* WORK ITEM: Write out each record exactly as it stands. No pictures belong in the copy.
[Opening THE RECORDS section]
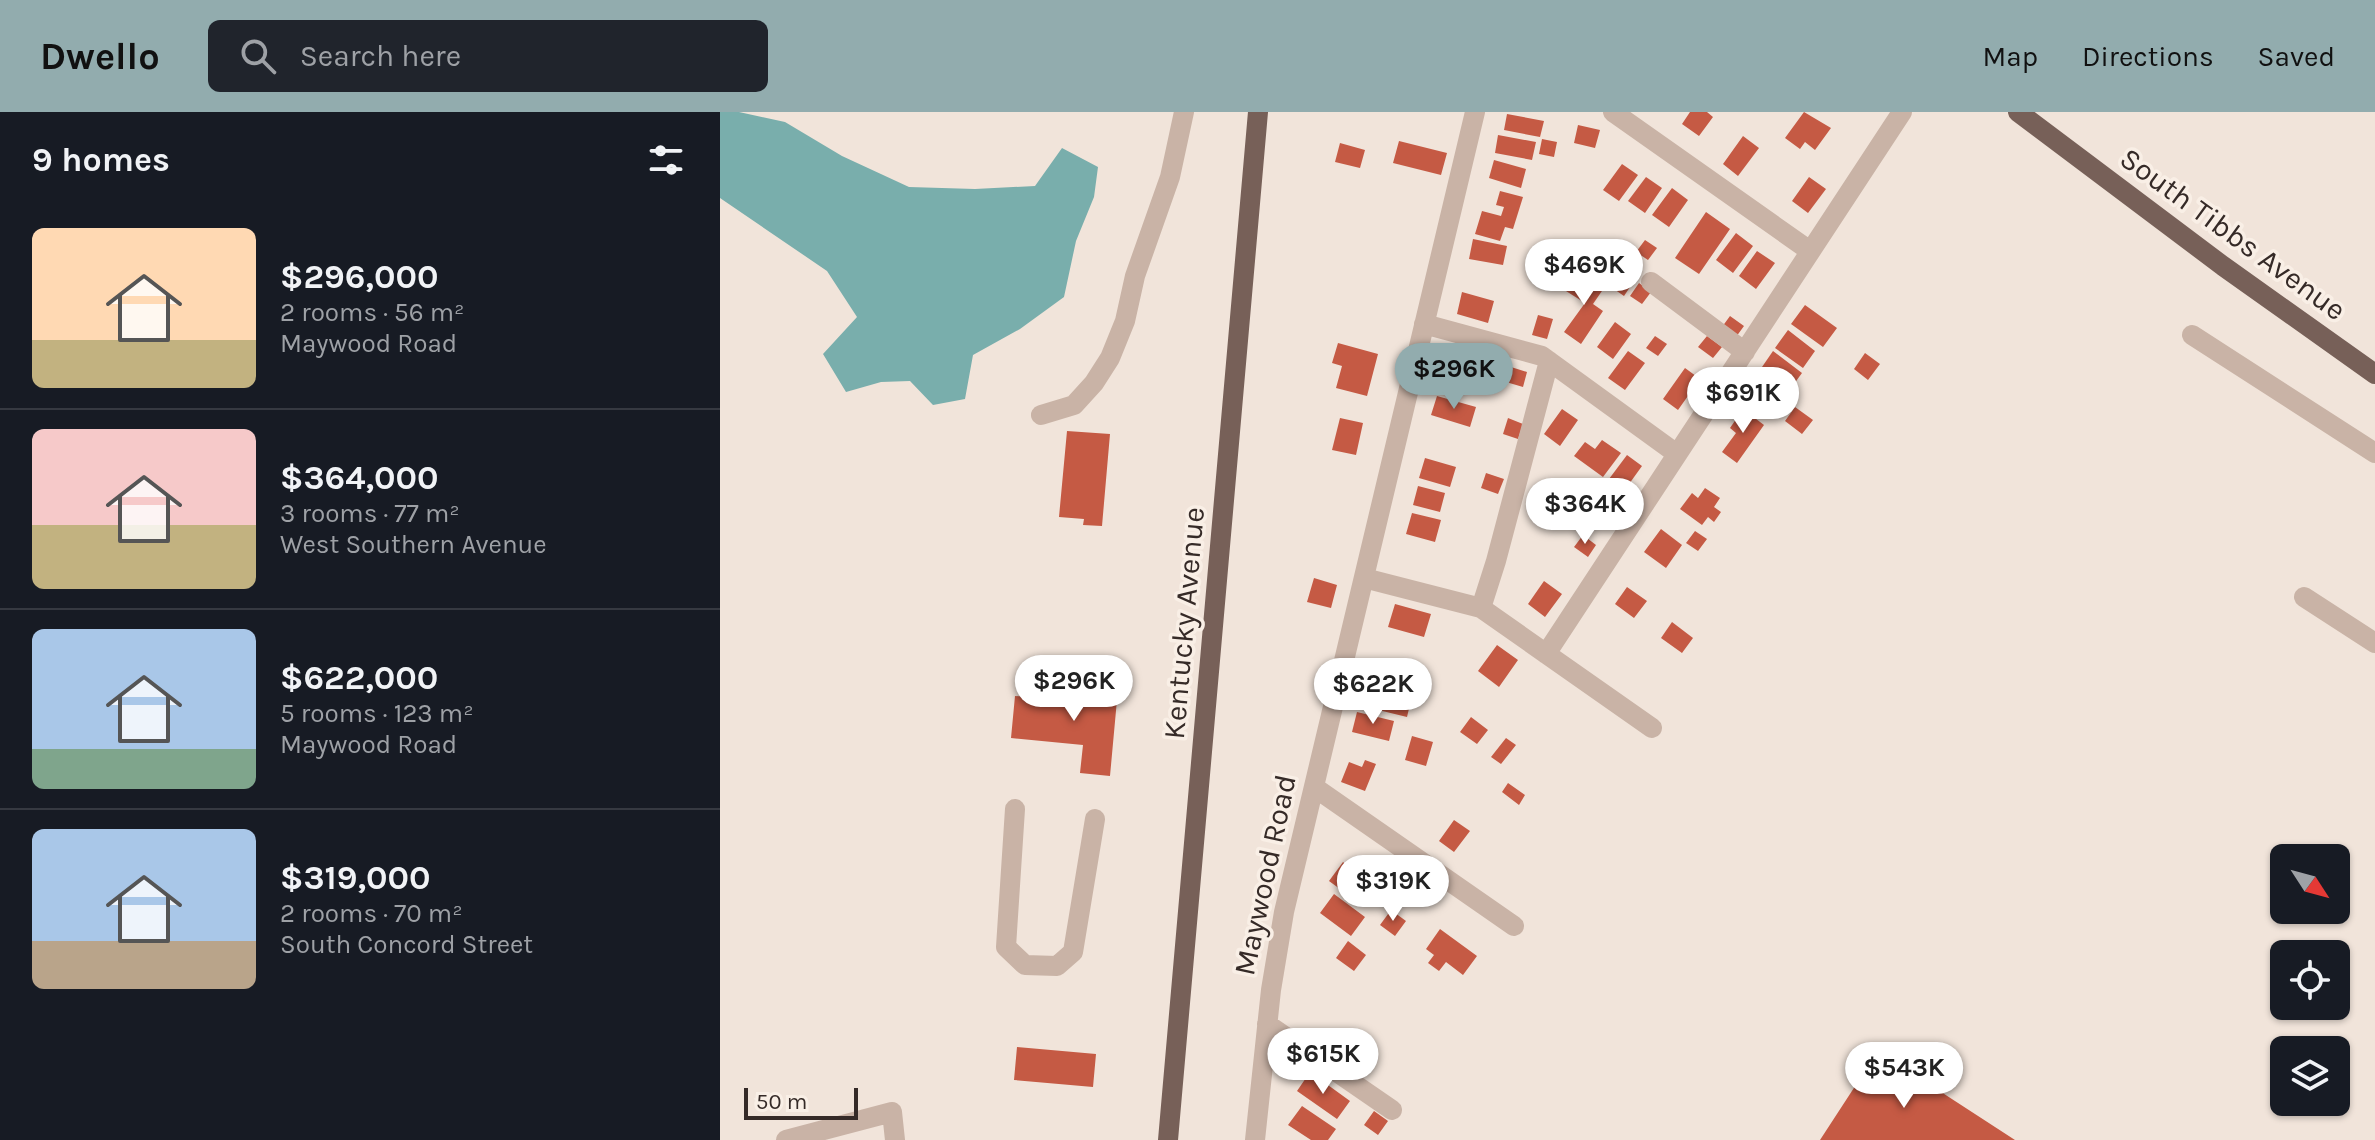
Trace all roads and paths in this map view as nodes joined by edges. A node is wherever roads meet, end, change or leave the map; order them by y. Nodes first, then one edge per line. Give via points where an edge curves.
1 (1184, 112) edge
2 (1258, 112) edge
3 (1475, 112) edge
4 (1613, 112) edge
5 (1902, 112) edge
6 (2018, 112) edge
7 (1810, 251) junction
8 (1651, 282) dead end
9 (1424, 324) junction
10 (2192, 335) dead end
11 (1745, 352) junction
12 (1549, 361) junction
13 (2375, 374) edge
14 (1041, 415) dead end
15 (2375, 453) edge
16 (1677, 454) junction
17 (1364, 578) junction
18 (2304, 597) dead end
19 (1481, 608) junction
20 (2375, 643) edge
21 (1546, 654) junction
22 (1652, 728) dead end
23 (1314, 787) junction
24 (1015, 809) dead end
25 (1095, 819) dead end
26 (1514, 926) dead end
27 (1267, 1024) junction
28 (1392, 1110) dead end
29 (786, 1140) edge
30 (895, 1140) edge
31 (1168, 1140) edge
32 (1255, 1140) edge

1 - 14 street via 1170,177 1110,358 1074,405
2 - 31 main road, Kentucky Avenue
3 - 9 street, Maywood Road
4 - 7 street
5 - 7 street
6 - 13 main road, South Tibbs Avenue
7 - 11 street
8 - 11 street
9 - 12 street
9 - 17 street, Maywood Road
10 - 15 street
11 - 16 street
12 - 16 street
12 - 19 street
16 - 21 street
17 - 19 street
17 - 23 street, Maywood Road
18 - 20 street
19 - 21 street
21 - 22 street
23 - 26 street
23 - 27 street, Maywood Road via 1281,928
24 - 25 street via 1006,947 1025,965 1057,966 1073,952
27 - 28 street
27 - 32 street, Maywood Road
29 - 30 street via 892,1112

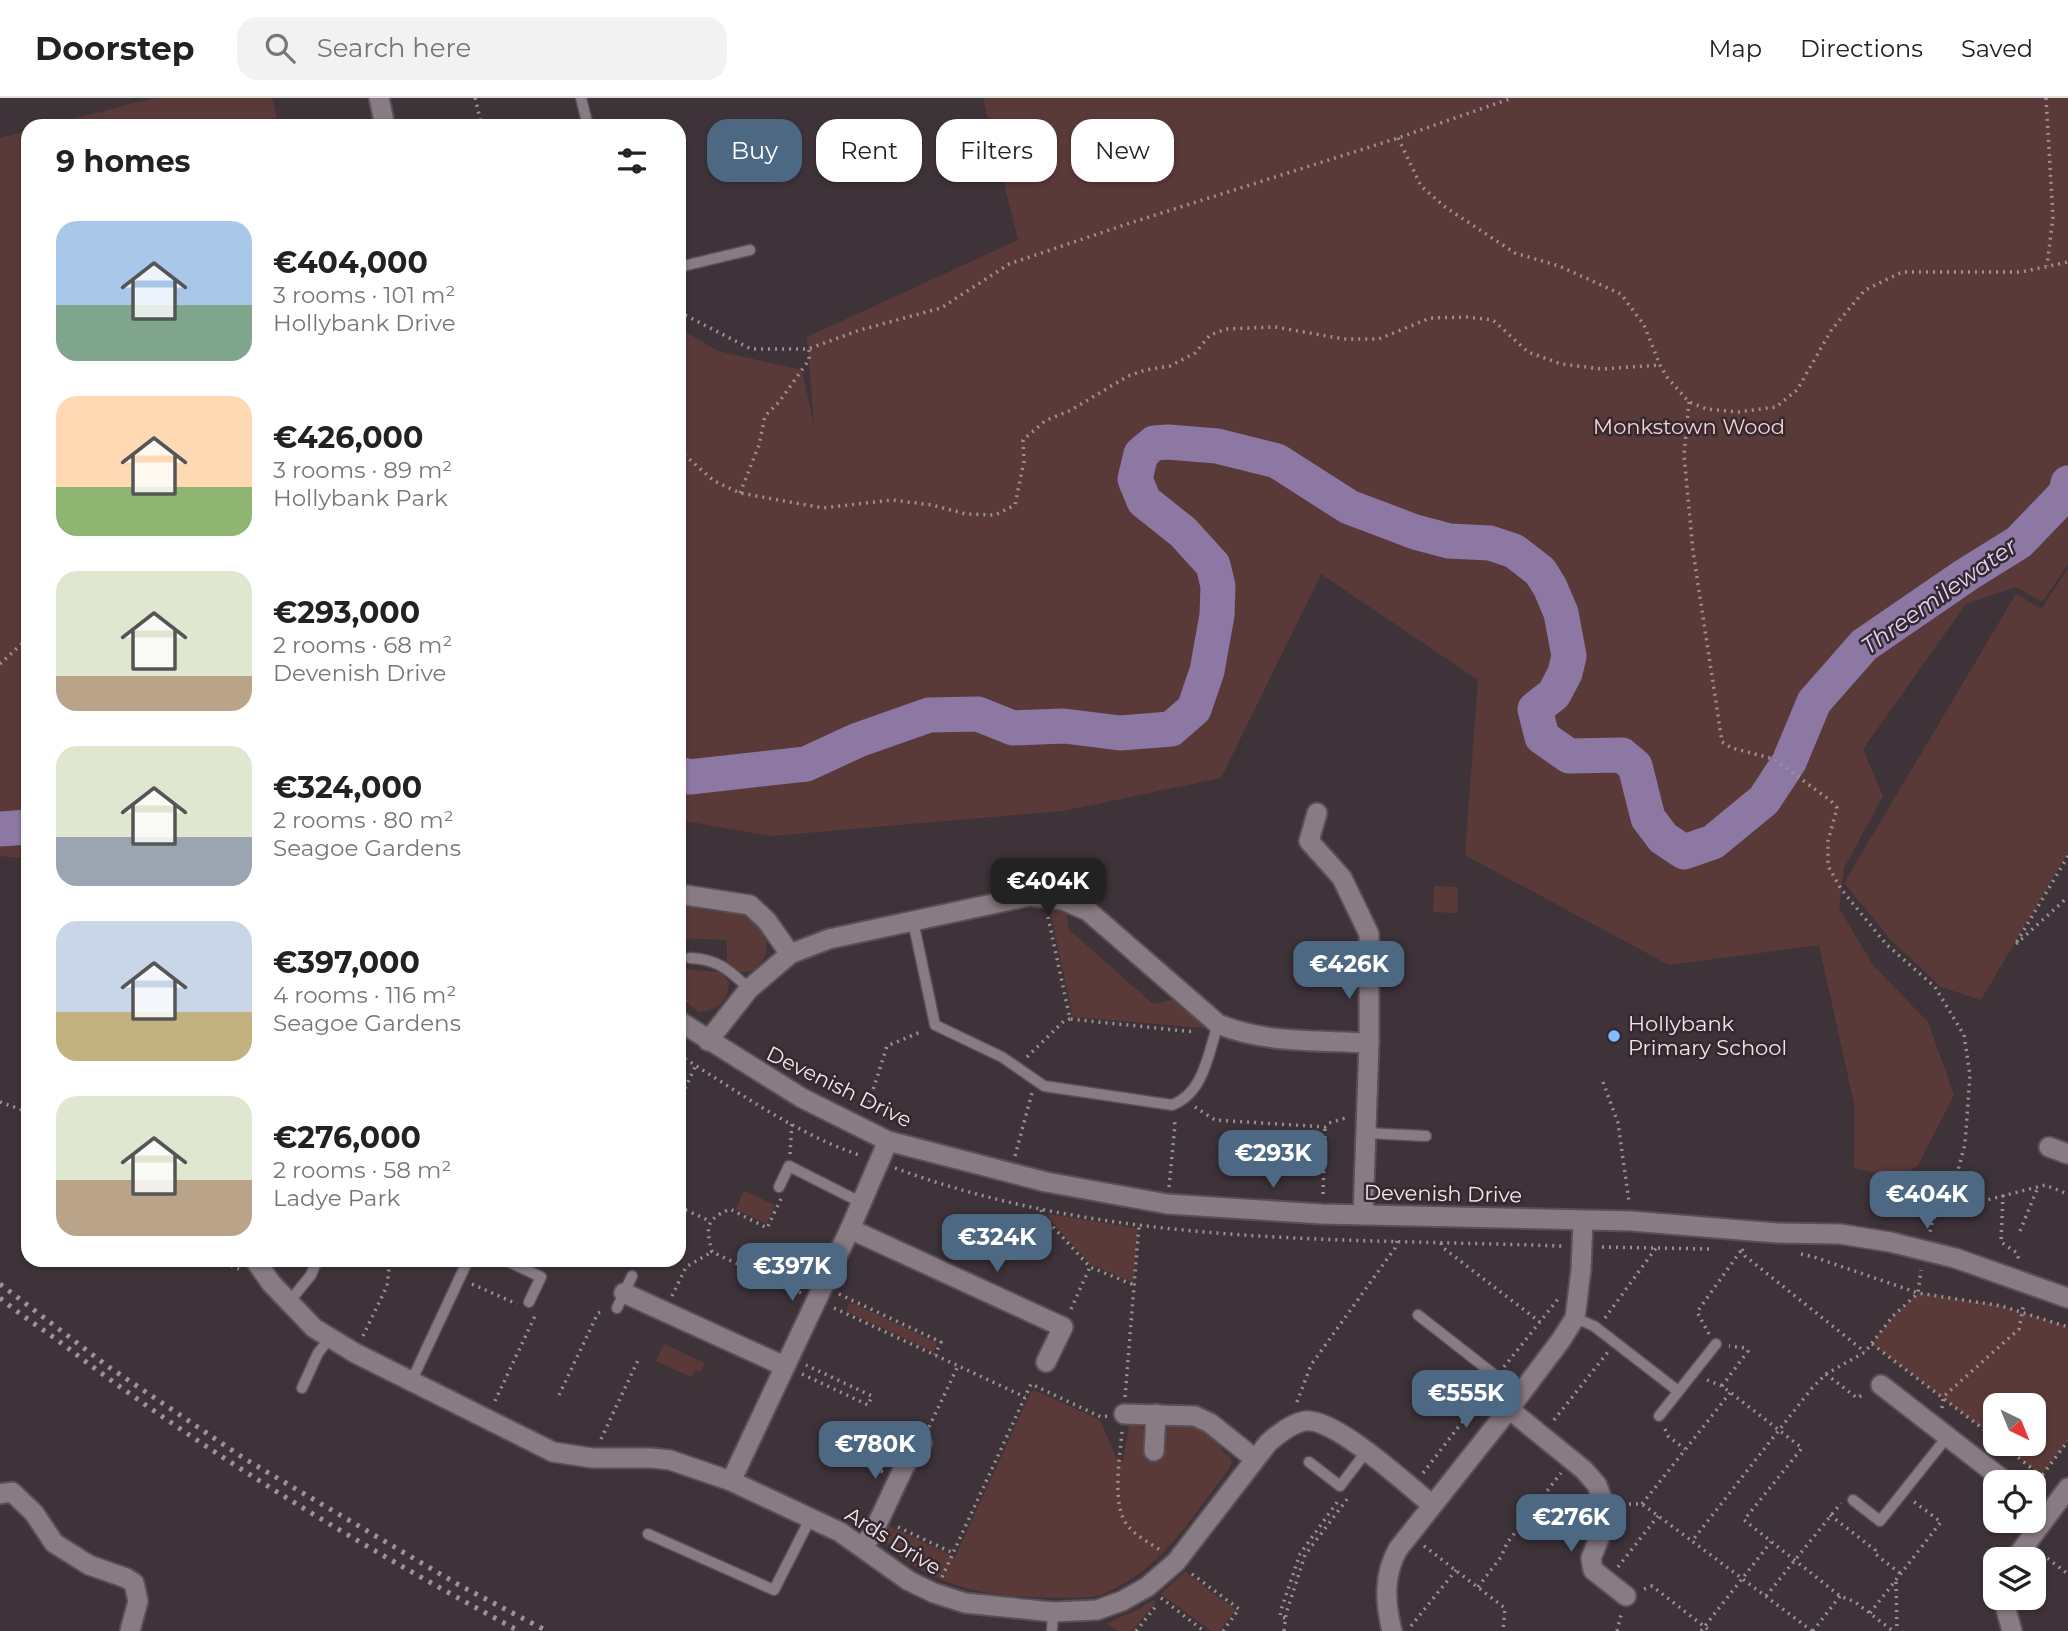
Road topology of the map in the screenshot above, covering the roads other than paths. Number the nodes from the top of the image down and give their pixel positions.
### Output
1 (379, 98) edge
2 (581, 98) edge
3 (384, 119) edge
4 (586, 119) edge
5 (750, 250) dead end
6 (686, 265) edge
7 (1317, 813) dead end
8 (686, 895) edge
9 (914, 921) junction
10 (790, 954) junction
11 (690, 958) dead end
12 (749, 989) junction
13 (686, 1026) edge
14 (1217, 1029) junction
15 (708, 1041) junction
16 (1369, 1042) junction
17 (1366, 1133) junction
18 (1426, 1136) dead end
19 (888, 1141) junction
20 (779, 1187) road end
21 (862, 1203) junction
22 (1363, 1215) junction
23 (1583, 1221) junction
24 (850, 1229) junction
25 (260, 1267) edge
26 (314, 1267) edge
27 (464, 1267) edge
28 (520, 1267) edge
29 (624, 1292) road end
30 (2068, 1298) edge
31 (289, 1302) junction
32 (529, 1302) road end
33 (1418, 1315) dead end
34 (1574, 1318) junction
35 (330, 1338) junction
36 (1716, 1344) road end
37 (786, 1361) junction
38 (1046, 1362) dead end
39 (412, 1380) junction
40 (1881, 1385) road end
41 (302, 1388) dead end
42 (1678, 1391) junction
43 (1514, 1402) junction
44 (1124, 1414) road end
45 (1156, 1414) junction
46 (1659, 1416) road end
47 (1943, 1434) junction
48 (922, 1443) road end
49 (1154, 1451) dead end
50 (1366, 1452) junction
51 (1255, 1459) junction
52 (1309, 1462) dead end
53 (1990, 1470) edge
54 (731, 1480) junction
55 (2068, 1488) edge
56 (0, 1494) edge
57 (1853, 1500) road end
58 (1432, 1505) junction
59 (2046, 1505) edge
60 (810, 1519) junction
61 (648, 1534) dead end
62 (862, 1546) junction
63 (1626, 1596) road end
64 (2006, 1610) edge
65 (1052, 1622) edge
66 (130, 1631) edge
67 (1392, 1631) edge
68 (2012, 1631) edge

1 - 3 street
2 - 4 lane
5 - 6 lane
7 - 16 street
8 - 10 street
9 - 10 street
9 - 14 street
9 - 14 lane
10 - 12 street
11 - 12 lane
12 - 15 street
13 - 15 street, Devenish Drive
14 - 16 street
15 - 19 street, Devenish Drive
16 - 17 street
17 - 18 lane
17 - 22 street
19 - 21 street
19 - 22 street, Devenish Drive
20 - 21 lane
21 - 24 street
22 - 23 street, Devenish Drive
23 - 30 street, Devenish Drive, bridge
23 - 34 street
24 - 37 street
24 - 38 street
25 - 31 street, Ards Drive
26 - 31 lane
27 - 39 lane
28 - 32 lane
29 - 37 street
31 - 35 street, Ards Drive
33 - 43 lane
34 - 42 lane
34 - 43 street
35 - 39 street, Ards Drive
35 - 41 lane
36 - 42 lane
37 - 54 street
39 - 54 street, Ards Drive
40 - 47 street
42 - 46 lane
43 - 58 street
43 - 63 street
44 - 45 street
45 - 49 street
45 - 51 street
47 - 53 street
47 - 57 lane
48 - 62 street
50 - 51 street, Ards Drive
50 - 52 lane
50 - 58 street
51 - 65 street, Ards Drive
54 - 60 street, Ards Drive
55 - 59 street
56 - 66 street
58 - 67 street
60 - 61 lane
60 - 62 street, Ards Drive
62 - 65 street, Ards Drive
64 - 68 street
[Closing THE RECORDS section]
* THE COMPLETED TASK:
Trace all roads and paths in this map view as nodes joined by edges. A node is wherever roads meet, end, change or leave the map; order them by y. Nodes first, then one edge per line. Give via points where an edge curves.
1 (1184, 112) edge
2 (1258, 112) edge
3 (1475, 112) edge
4 (1613, 112) edge
5 (1902, 112) edge
6 (2018, 112) edge
7 (1810, 251) junction
8 (1651, 282) dead end
9 (1424, 324) junction
10 (2192, 335) dead end
11 (1745, 352) junction
12 (1549, 361) junction
13 (2375, 374) edge
14 (1041, 415) dead end
15 (2375, 453) edge
16 (1677, 454) junction
17 (1364, 578) junction
18 (2304, 597) dead end
19 (1481, 608) junction
20 (2375, 643) edge
21 (1546, 654) junction
22 (1652, 728) dead end
23 (1314, 787) junction
24 (1015, 809) dead end
25 (1095, 819) dead end
26 (1514, 926) dead end
27 (1267, 1024) junction
28 (1392, 1110) dead end
29 (786, 1140) edge
30 (895, 1140) edge
31 (1168, 1140) edge
32 (1255, 1140) edge

1 - 14 street via 1170,177 1110,358 1074,405
2 - 31 main road, Kentucky Avenue
3 - 9 street, Maywood Road
4 - 7 street
5 - 7 street
6 - 13 main road, South Tibbs Avenue
7 - 11 street
8 - 11 street
9 - 12 street
9 - 17 street, Maywood Road
10 - 15 street
11 - 16 street
12 - 16 street
12 - 19 street
16 - 21 street
17 - 19 street
17 - 23 street, Maywood Road
18 - 20 street
19 - 21 street
21 - 22 street
23 - 26 street
23 - 27 street, Maywood Road via 1281,928
24 - 25 street via 1006,947 1025,965 1057,966 1073,952
27 - 28 street
27 - 32 street, Maywood Road
29 - 30 street via 892,1112

Road topology of the map in the screenshot above, covering the roads other than paths. Number the nodes from the top of the image down and give their pixel positions.
### Output
1 (379, 98) edge
2 (581, 98) edge
3 (384, 119) edge
4 (586, 119) edge
5 (750, 250) dead end
6 (686, 265) edge
7 (1317, 813) dead end
8 (686, 895) edge
9 (914, 921) junction
10 (790, 954) junction
11 (690, 958) dead end
12 (749, 989) junction
13 (686, 1026) edge
14 (1217, 1029) junction
15 (708, 1041) junction
16 (1369, 1042) junction
17 (1366, 1133) junction
18 (1426, 1136) dead end
19 (888, 1141) junction
20 (779, 1187) road end
21 (862, 1203) junction
22 (1363, 1215) junction
23 (1583, 1221) junction
24 (850, 1229) junction
25 (260, 1267) edge
26 (314, 1267) edge
27 (464, 1267) edge
28 (520, 1267) edge
29 (624, 1292) road end
30 (2068, 1298) edge
31 (289, 1302) junction
32 (529, 1302) road end
33 (1418, 1315) dead end
34 (1574, 1318) junction
35 (330, 1338) junction
36 (1716, 1344) road end
37 (786, 1361) junction
38 (1046, 1362) dead end
39 (412, 1380) junction
40 (1881, 1385) road end
41 (302, 1388) dead end
42 (1678, 1391) junction
43 (1514, 1402) junction
44 (1124, 1414) road end
45 (1156, 1414) junction
46 (1659, 1416) road end
47 (1943, 1434) junction
48 (922, 1443) road end
49 (1154, 1451) dead end
50 (1366, 1452) junction
51 (1255, 1459) junction
52 (1309, 1462) dead end
53 (1990, 1470) edge
54 (731, 1480) junction
55 (2068, 1488) edge
56 (0, 1494) edge
57 (1853, 1500) road end
58 (1432, 1505) junction
59 (2046, 1505) edge
60 (810, 1519) junction
61 (648, 1534) dead end
62 (862, 1546) junction
63 (1626, 1596) road end
64 (2006, 1610) edge
65 (1052, 1622) edge
66 (130, 1631) edge
67 (1392, 1631) edge
68 (2012, 1631) edge

1 - 3 street
2 - 4 lane
5 - 6 lane
7 - 16 street
8 - 10 street
9 - 10 street
9 - 14 street
9 - 14 lane
10 - 12 street
11 - 12 lane
12 - 15 street
13 - 15 street, Devenish Drive
14 - 16 street
15 - 19 street, Devenish Drive
16 - 17 street
17 - 18 lane
17 - 22 street
19 - 21 street
19 - 22 street, Devenish Drive
20 - 21 lane
21 - 24 street
22 - 23 street, Devenish Drive
23 - 30 street, Devenish Drive, bridge
23 - 34 street
24 - 37 street
24 - 38 street
25 - 31 street, Ards Drive
26 - 31 lane
27 - 39 lane
28 - 32 lane
29 - 37 street
31 - 35 street, Ards Drive
33 - 43 lane
34 - 42 lane
34 - 43 street
35 - 39 street, Ards Drive
35 - 41 lane
36 - 42 lane
37 - 54 street
39 - 54 street, Ards Drive
40 - 47 street
42 - 46 lane
43 - 58 street
43 - 63 street
44 - 45 street
45 - 49 street
45 - 51 street
47 - 53 street
47 - 57 lane
48 - 62 street
50 - 51 street, Ards Drive
50 - 52 lane
50 - 58 street
51 - 65 street, Ards Drive
54 - 60 street, Ards Drive
55 - 59 street
56 - 66 street
58 - 67 street
60 - 61 lane
60 - 62 street, Ards Drive
62 - 65 street, Ards Drive
64 - 68 street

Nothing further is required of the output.